##### DATA TO EXAMINE #####
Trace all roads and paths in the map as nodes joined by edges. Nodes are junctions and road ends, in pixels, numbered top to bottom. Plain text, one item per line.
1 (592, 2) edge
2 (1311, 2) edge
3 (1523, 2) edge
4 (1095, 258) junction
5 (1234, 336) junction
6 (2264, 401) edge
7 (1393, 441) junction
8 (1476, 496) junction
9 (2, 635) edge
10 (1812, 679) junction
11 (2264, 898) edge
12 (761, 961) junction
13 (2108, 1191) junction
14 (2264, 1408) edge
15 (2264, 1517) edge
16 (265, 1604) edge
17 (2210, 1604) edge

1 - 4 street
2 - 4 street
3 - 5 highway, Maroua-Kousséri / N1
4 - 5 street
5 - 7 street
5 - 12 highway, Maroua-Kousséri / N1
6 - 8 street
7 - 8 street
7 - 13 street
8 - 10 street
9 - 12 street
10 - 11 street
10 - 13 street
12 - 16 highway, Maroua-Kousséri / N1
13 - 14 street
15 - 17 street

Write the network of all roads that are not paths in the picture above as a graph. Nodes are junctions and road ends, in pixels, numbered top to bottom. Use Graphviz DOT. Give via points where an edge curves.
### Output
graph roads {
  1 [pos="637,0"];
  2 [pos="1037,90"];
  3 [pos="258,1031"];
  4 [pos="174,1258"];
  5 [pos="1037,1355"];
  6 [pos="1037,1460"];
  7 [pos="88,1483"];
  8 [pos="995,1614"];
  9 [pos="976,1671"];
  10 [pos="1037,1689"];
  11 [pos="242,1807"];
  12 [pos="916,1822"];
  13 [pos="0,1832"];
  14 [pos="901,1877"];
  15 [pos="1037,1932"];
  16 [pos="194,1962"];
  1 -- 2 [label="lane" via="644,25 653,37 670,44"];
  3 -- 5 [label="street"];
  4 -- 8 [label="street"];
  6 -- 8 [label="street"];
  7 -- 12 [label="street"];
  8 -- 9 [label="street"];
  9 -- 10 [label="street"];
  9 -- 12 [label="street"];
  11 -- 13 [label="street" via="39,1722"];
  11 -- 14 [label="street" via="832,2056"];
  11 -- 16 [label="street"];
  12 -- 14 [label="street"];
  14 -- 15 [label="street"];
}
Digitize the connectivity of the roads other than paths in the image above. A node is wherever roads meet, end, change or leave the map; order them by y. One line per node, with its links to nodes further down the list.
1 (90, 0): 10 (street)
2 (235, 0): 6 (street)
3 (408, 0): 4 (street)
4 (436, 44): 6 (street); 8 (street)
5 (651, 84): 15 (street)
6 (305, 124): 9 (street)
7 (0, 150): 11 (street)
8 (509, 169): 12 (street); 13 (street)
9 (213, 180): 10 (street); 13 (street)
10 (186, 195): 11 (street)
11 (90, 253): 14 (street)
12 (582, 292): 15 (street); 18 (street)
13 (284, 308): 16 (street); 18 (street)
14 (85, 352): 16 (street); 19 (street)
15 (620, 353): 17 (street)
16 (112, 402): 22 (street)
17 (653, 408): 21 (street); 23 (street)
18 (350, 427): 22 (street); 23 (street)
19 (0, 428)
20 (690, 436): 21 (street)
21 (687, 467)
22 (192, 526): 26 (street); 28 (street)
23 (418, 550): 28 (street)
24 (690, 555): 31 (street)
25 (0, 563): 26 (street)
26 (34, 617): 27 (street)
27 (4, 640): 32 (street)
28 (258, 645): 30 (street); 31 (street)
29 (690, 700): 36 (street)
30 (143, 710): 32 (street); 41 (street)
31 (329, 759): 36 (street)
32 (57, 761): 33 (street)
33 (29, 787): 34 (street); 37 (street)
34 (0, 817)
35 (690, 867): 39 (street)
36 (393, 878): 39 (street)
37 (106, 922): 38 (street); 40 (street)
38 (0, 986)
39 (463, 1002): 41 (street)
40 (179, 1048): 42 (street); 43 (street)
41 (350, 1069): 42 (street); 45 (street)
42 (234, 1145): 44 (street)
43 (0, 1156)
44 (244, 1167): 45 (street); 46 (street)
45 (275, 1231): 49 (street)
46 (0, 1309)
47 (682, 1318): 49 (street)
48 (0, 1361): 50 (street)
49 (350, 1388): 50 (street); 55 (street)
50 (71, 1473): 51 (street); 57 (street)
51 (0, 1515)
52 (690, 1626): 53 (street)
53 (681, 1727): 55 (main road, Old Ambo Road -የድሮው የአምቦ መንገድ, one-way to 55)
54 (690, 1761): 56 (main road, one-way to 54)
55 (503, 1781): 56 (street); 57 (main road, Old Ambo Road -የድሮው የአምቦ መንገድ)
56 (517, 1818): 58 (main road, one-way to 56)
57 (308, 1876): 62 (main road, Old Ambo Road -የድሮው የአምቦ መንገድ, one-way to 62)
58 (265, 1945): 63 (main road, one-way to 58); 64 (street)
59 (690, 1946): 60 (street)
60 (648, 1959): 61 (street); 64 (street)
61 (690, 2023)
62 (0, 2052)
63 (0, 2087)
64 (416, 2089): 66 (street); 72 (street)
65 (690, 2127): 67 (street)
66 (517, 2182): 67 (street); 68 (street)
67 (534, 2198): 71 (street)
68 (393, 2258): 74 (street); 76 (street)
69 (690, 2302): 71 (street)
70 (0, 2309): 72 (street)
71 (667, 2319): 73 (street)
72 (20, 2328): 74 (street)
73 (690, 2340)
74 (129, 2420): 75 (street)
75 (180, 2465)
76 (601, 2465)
#####
Gather from the entries above all lines that include the string "pixels".

Trace all roads and paths in the map as nodes joined by edges. Nodes are junctions and road ends, in pixels, numbered top to bottom. Plain text, one item per line.
Write the network of all roads that are not paths in the picture above as a graph. Nodes are junctions and road ends, in pixels, numbered top to bottom. Use Graphviz DOT. Give via points where an edge curves.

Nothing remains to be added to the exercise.